The task
Please restate the records that follow word for word, omitting any images.

Exercise inputs
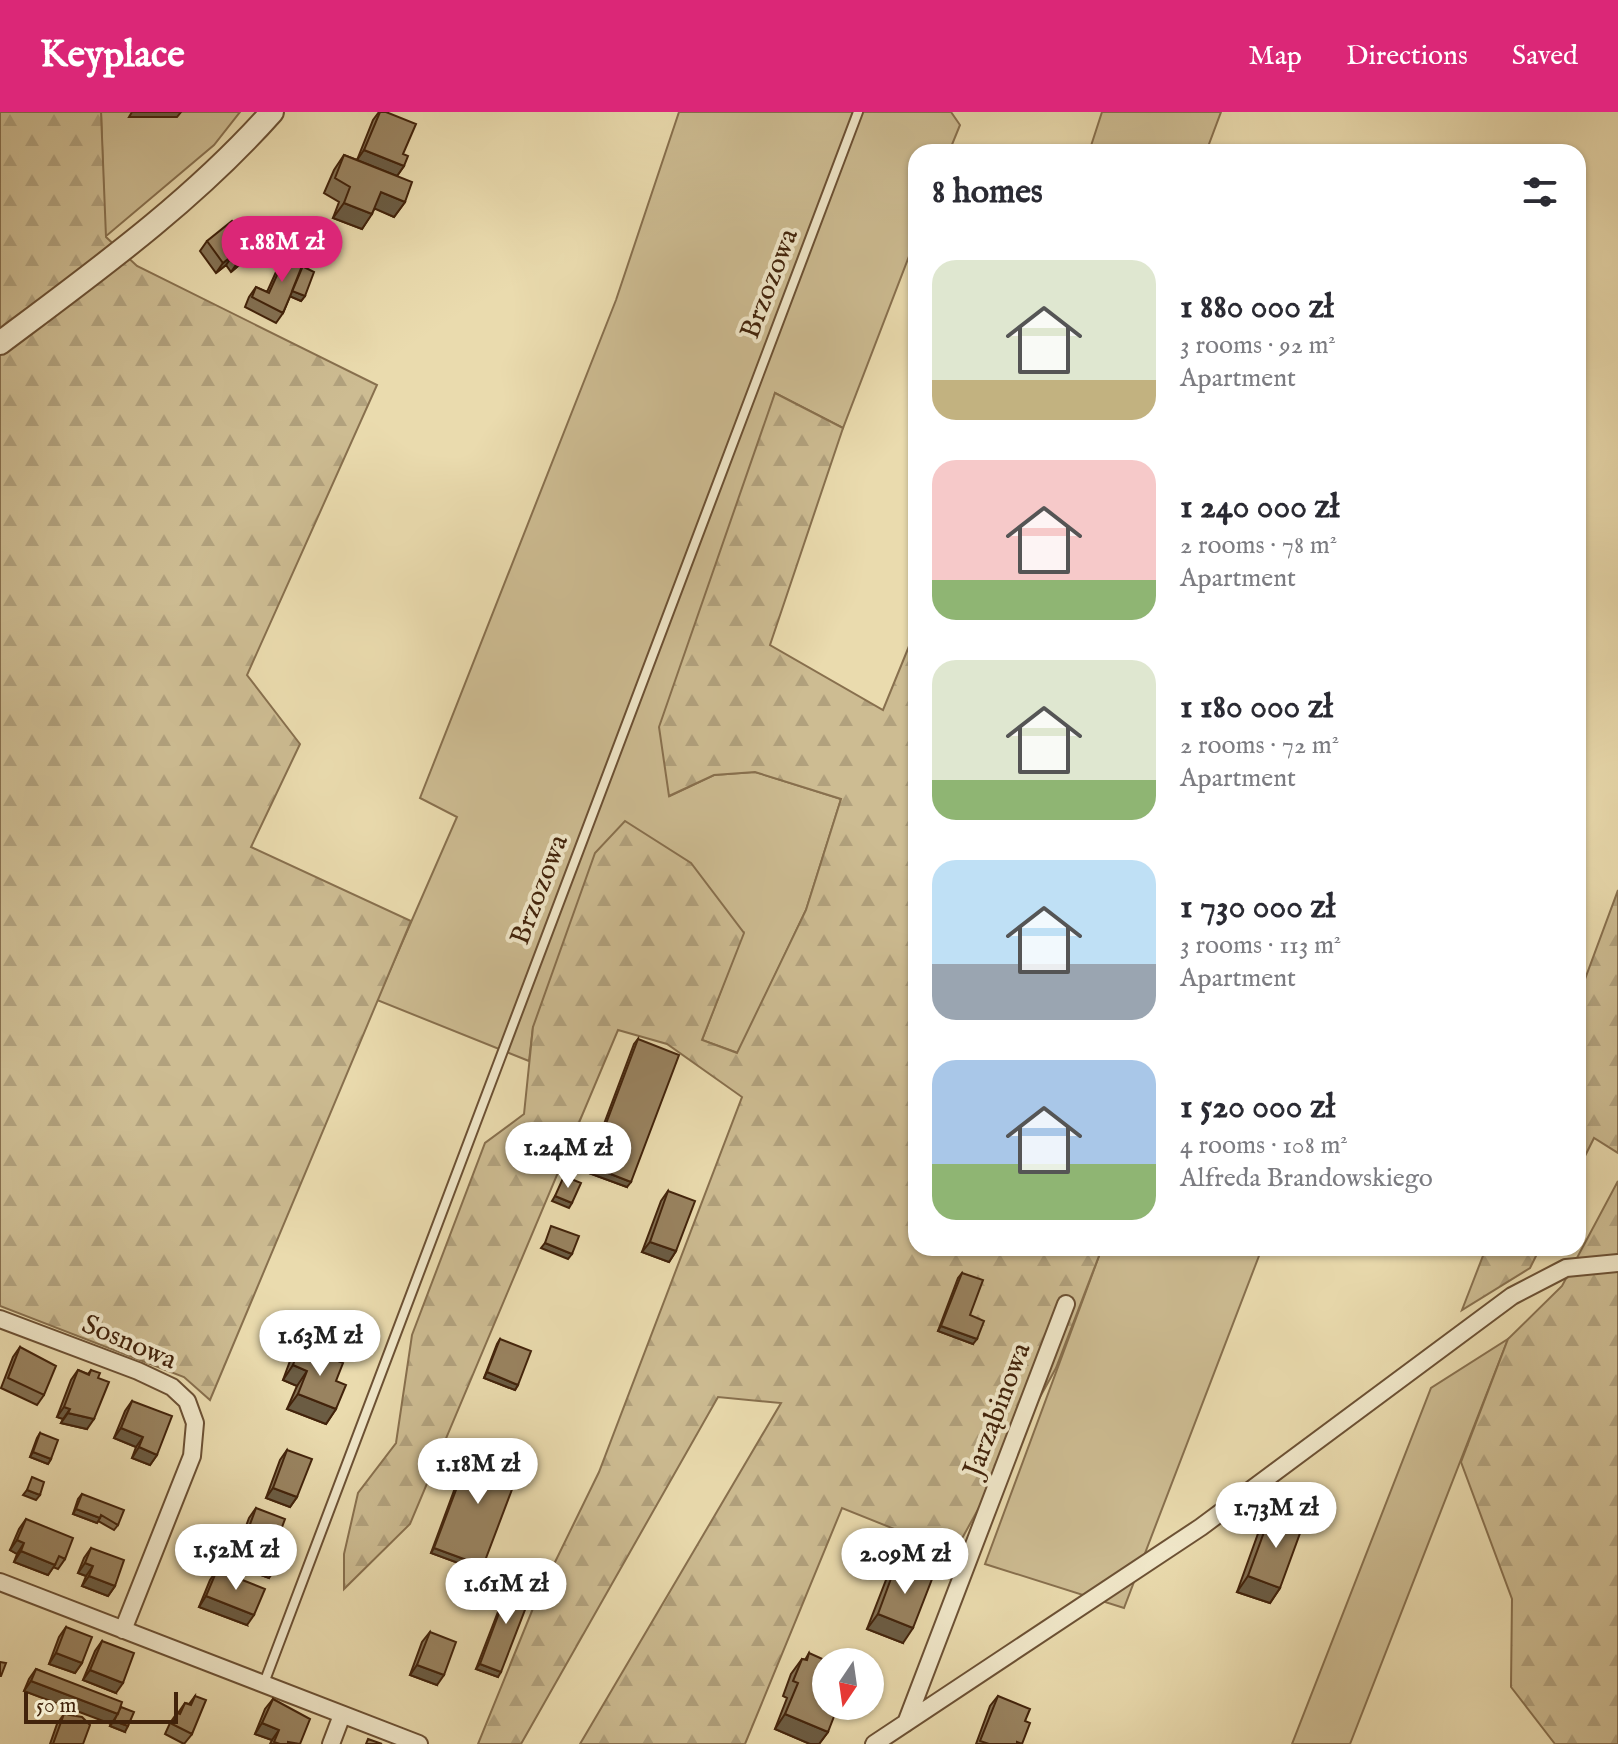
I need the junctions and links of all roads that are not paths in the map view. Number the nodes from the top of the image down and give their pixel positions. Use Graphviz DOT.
graph roads {
  1 [pos="272,112"];
  2 [pos="858,112"];
  3 [pos="0,343"];
  4 [pos="1618,1263"];
  5 [pos="1066,1304"];
  6 [pos="0,1319"];
  7 [pos="0,1582"];
  8 [pos="123,1630"];
  9 [pos="263,1684"];
  10 [pos="342,1715"];
  11 [pos="906,1723"];
  12 [pos="331,1744"];
  13 [pos="419,1744"];
  14 [pos="874,1744"];
  1 -- 3 [label="street"];
  2 -- 9 [label="lane, Brzozowa"];
  4 -- 11 [label="street"];
  5 -- 11 [label="street, Jarząbinowa"];
  6 -- 8 [label="street, Sosnowa"];
  7 -- 8 [label="street"];
  8 -- 9 [label="street"];
  9 -- 10 [label="street"];
  10 -- 12 [label="street"];
  10 -- 13 [label="street"];
  11 -- 14 [label="street"];
}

Exercise result
I need the junctions and links of all roads that are not paths in the map view. Number the nodes from the top of the image down and give their pixel positions. Use Graphviz DOT.
graph roads {
  1 [pos="272,112"];
  2 [pos="858,112"];
  3 [pos="0,343"];
  4 [pos="1618,1263"];
  5 [pos="1066,1304"];
  6 [pos="0,1319"];
  7 [pos="0,1582"];
  8 [pos="123,1630"];
  9 [pos="263,1684"];
  10 [pos="342,1715"];
  11 [pos="906,1723"];
  12 [pos="331,1744"];
  13 [pos="419,1744"];
  14 [pos="874,1744"];
  1 -- 3 [label="street"];
  2 -- 9 [label="lane, Brzozowa"];
  4 -- 11 [label="street"];
  5 -- 11 [label="street, Jarząbinowa"];
  6 -- 8 [label="street, Sosnowa"];
  7 -- 8 [label="street"];
  8 -- 9 [label="street"];
  9 -- 10 [label="street"];
  10 -- 12 [label="street"];
  10 -- 13 [label="street"];
  11 -- 14 [label="street"];
}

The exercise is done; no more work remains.